Sin embargo, esa agenda quedó sin continuidad cuando asumieron los gobiernos conservadores y la pandemia encontró a América Latina en un momento de marcada debilidad en algunos de sus procesos de integración regional (Herrero y Nascimento, 2022). Esto sucedió a pesar de la amplia trayectoria en institucionalización sanitaria a nivel regional, desde la conformación de la Organización Panamericana de la Salud en 1902, hasta la creación de organismos como la Comunidad Andina de Salud, creada en 1971, y el Subgrupo de Trabajo N.º 11 Salud del Mercosur, establecido en 1996.

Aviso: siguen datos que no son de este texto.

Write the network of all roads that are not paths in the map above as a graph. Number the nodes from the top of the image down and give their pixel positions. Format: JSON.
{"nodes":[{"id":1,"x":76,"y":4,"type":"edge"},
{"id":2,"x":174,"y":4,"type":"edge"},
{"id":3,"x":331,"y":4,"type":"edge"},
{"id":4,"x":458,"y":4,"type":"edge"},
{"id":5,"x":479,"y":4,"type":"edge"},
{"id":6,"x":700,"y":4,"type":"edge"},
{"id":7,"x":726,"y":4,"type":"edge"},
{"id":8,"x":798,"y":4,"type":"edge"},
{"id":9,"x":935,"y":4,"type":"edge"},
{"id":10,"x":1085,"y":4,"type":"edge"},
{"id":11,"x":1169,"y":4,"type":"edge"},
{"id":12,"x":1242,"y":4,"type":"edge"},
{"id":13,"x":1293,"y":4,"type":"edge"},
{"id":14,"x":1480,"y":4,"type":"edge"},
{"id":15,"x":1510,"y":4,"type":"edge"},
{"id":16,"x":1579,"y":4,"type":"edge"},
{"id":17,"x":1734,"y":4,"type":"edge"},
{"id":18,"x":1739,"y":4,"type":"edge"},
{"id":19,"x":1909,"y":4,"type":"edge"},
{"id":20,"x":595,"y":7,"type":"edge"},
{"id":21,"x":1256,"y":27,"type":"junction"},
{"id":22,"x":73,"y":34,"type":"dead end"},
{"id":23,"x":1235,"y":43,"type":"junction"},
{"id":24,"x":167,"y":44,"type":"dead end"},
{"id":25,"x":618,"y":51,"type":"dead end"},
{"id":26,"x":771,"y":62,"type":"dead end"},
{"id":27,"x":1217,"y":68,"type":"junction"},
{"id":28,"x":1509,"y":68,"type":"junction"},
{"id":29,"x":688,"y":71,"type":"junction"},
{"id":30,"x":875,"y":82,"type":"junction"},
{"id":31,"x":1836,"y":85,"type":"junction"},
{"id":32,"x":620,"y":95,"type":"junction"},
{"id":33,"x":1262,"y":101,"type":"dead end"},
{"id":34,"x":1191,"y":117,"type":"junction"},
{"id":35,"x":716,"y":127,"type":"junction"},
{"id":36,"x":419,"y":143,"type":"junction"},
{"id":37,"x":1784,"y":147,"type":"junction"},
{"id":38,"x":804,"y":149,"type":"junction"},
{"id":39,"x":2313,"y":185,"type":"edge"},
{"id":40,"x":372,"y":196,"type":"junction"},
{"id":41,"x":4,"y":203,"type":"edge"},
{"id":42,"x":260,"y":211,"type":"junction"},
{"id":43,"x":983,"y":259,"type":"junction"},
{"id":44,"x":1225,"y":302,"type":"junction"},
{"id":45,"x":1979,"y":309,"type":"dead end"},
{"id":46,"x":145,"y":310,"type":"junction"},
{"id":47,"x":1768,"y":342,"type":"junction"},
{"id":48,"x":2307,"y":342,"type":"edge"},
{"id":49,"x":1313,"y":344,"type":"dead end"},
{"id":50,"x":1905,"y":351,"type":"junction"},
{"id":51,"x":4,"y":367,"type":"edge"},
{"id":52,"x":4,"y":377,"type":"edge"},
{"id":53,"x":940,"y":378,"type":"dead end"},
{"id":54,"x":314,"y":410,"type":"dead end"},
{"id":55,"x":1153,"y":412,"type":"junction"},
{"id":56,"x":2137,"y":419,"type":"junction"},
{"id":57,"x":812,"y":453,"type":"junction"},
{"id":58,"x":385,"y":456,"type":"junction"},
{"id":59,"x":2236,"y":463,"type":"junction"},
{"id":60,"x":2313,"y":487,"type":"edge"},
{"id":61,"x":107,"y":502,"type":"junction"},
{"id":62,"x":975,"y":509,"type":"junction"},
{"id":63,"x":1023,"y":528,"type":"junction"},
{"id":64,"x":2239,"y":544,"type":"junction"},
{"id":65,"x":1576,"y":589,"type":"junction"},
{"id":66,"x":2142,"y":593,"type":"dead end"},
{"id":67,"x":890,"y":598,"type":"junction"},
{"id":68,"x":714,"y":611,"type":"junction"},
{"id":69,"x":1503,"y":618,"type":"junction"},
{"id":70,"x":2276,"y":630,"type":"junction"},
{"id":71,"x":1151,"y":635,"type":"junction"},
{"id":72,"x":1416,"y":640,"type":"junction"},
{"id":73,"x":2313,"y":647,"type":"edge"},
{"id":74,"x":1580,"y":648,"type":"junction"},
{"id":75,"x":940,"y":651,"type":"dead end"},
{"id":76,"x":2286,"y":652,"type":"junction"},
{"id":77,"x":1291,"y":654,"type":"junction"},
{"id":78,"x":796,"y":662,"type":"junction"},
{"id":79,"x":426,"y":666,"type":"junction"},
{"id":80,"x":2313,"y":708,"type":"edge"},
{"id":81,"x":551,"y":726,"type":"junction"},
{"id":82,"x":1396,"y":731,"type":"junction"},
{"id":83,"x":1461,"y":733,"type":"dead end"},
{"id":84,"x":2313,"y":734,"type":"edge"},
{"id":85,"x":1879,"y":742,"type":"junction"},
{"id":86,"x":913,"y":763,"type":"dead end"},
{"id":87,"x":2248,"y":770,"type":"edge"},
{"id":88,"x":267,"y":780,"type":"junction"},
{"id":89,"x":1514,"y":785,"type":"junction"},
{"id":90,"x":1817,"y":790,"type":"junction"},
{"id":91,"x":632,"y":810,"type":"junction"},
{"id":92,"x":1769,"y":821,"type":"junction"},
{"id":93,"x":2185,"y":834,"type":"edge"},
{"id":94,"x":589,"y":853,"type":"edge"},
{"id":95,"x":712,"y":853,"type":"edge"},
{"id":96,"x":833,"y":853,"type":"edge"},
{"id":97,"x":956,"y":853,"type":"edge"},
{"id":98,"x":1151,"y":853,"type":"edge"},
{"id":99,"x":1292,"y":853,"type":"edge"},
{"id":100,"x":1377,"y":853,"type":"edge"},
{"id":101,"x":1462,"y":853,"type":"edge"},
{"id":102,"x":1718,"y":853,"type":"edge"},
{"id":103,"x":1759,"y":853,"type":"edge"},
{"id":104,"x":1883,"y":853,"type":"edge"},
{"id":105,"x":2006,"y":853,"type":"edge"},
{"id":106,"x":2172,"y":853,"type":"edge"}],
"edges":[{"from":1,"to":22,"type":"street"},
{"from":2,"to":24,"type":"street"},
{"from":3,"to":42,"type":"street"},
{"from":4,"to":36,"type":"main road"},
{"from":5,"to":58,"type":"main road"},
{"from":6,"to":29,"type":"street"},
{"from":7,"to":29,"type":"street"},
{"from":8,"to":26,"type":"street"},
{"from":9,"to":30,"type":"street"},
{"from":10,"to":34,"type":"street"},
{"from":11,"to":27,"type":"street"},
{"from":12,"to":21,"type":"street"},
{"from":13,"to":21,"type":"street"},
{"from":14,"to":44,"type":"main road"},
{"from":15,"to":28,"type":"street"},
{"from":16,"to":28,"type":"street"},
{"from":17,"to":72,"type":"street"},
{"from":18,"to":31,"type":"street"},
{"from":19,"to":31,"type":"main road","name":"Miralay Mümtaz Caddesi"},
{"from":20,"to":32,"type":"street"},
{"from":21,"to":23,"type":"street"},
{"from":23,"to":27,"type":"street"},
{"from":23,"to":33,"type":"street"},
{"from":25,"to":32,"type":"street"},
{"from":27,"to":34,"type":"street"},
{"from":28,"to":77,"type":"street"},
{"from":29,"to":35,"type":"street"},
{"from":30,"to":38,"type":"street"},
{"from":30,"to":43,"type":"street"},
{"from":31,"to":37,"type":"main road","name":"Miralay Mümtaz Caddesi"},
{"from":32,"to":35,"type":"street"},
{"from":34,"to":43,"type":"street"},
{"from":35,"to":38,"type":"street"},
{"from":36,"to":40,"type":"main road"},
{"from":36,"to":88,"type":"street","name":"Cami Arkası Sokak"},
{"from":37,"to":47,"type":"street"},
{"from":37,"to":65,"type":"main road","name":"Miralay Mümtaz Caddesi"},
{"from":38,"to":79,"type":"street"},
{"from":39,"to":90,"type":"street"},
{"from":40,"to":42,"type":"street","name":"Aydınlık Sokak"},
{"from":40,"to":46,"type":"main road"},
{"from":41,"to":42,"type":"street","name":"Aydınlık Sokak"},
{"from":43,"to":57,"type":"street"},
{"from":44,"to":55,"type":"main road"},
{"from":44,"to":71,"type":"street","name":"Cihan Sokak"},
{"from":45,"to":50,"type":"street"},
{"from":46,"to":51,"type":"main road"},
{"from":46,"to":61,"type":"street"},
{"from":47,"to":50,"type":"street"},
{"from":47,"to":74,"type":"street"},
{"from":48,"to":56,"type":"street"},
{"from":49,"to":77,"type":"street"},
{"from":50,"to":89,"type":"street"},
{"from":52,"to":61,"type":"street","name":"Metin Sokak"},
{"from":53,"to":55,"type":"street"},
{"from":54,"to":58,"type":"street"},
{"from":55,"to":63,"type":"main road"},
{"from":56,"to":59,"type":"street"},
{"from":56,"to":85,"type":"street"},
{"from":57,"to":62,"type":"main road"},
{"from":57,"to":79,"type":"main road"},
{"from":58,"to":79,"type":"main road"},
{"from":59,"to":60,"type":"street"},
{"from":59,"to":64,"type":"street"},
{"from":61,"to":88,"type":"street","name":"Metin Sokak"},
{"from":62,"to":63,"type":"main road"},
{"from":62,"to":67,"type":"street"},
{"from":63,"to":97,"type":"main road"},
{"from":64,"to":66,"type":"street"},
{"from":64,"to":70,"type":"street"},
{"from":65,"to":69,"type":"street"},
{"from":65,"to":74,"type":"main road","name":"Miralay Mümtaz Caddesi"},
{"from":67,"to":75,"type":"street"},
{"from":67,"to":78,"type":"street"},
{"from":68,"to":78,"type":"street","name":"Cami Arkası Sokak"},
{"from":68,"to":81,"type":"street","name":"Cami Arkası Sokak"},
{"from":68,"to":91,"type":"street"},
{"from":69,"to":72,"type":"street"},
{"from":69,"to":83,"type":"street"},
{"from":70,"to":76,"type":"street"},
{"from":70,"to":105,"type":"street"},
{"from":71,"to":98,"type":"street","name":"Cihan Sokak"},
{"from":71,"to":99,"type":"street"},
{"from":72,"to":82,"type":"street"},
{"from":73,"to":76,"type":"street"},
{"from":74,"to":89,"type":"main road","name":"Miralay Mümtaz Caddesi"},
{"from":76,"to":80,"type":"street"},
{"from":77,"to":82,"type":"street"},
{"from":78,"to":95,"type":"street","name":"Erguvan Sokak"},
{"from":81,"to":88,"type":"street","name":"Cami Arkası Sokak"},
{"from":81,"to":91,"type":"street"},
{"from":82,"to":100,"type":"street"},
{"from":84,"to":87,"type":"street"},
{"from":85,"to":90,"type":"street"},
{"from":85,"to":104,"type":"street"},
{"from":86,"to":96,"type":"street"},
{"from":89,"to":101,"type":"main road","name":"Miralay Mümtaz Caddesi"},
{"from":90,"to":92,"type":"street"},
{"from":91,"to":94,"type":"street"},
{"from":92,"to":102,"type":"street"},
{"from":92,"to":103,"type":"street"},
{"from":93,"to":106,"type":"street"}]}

Fue la experiencia de la UNASUR, en tanto bloque político, la que ha dado un paso fundamental en motorizar la agenda de salud, a la que se sumó la apuesta por desarrollar una diplomacia sanitaria regional con eje en la cooperación sur-sur y la proyección de los intereses regionales en ámbitos multilaterales. Sin embargo, al extinguirse UNASUR, poco antes del inicio de la pandemia de COVID-19, los esfuerzos regionales conjuntos en la región fueron casi inexistentes.

La pandemia de COVID-19 y una oportunidad perdida para redefinir la agenda de salud internacional

La pandemia de COVID-19, una vez más, vuelve a poner en la agenda política la salud como asunto internacional, aunque en el contexto de un largo proceso de avances y retrocesos, de conflictos y disputas por el poder. En este escenario, los organismos internacionales de la salud han estado en la primera plana y, particularmente, la Organización Mundial de la Salud ha estado en el ojo de la tormenta (Belardo y Herrero, 2020).

Esta pandemia nos ha mostrado la necesidad de reflexionar en torno al rol de este organismo. Como vimos no es la primera vez que OMS se encuentra en medio de una disputa geopolítica, como tampoco es la primera vez que se plantea la importancia de avanzar en una reforma del organismo. Como sucede en cada crisis sanitaria, el debate en torno a la situación actual de la OMS vuelve a cobrar visibilidad.

Esto está vinculado, tanto a la estructura de financiamiento y transparencia, como así también a sus funciones. Para ello, es preciso reflexionar sobre los mecanismos a través de los cuáles se construye la agenda global, sobre quiénes toman las decisiones y en base a qué parámetros. Desde hace décadas, la OMS está inmersa en un problema presupuestario que la limita y le resta mucho margen de acción y capacidad de decisión, en detrimento de otros actores, tanto públicos como privados, que ejercen influencia de manera directa e indirecta en la fijación de prioridades y delimitación de acciones e iniciativas.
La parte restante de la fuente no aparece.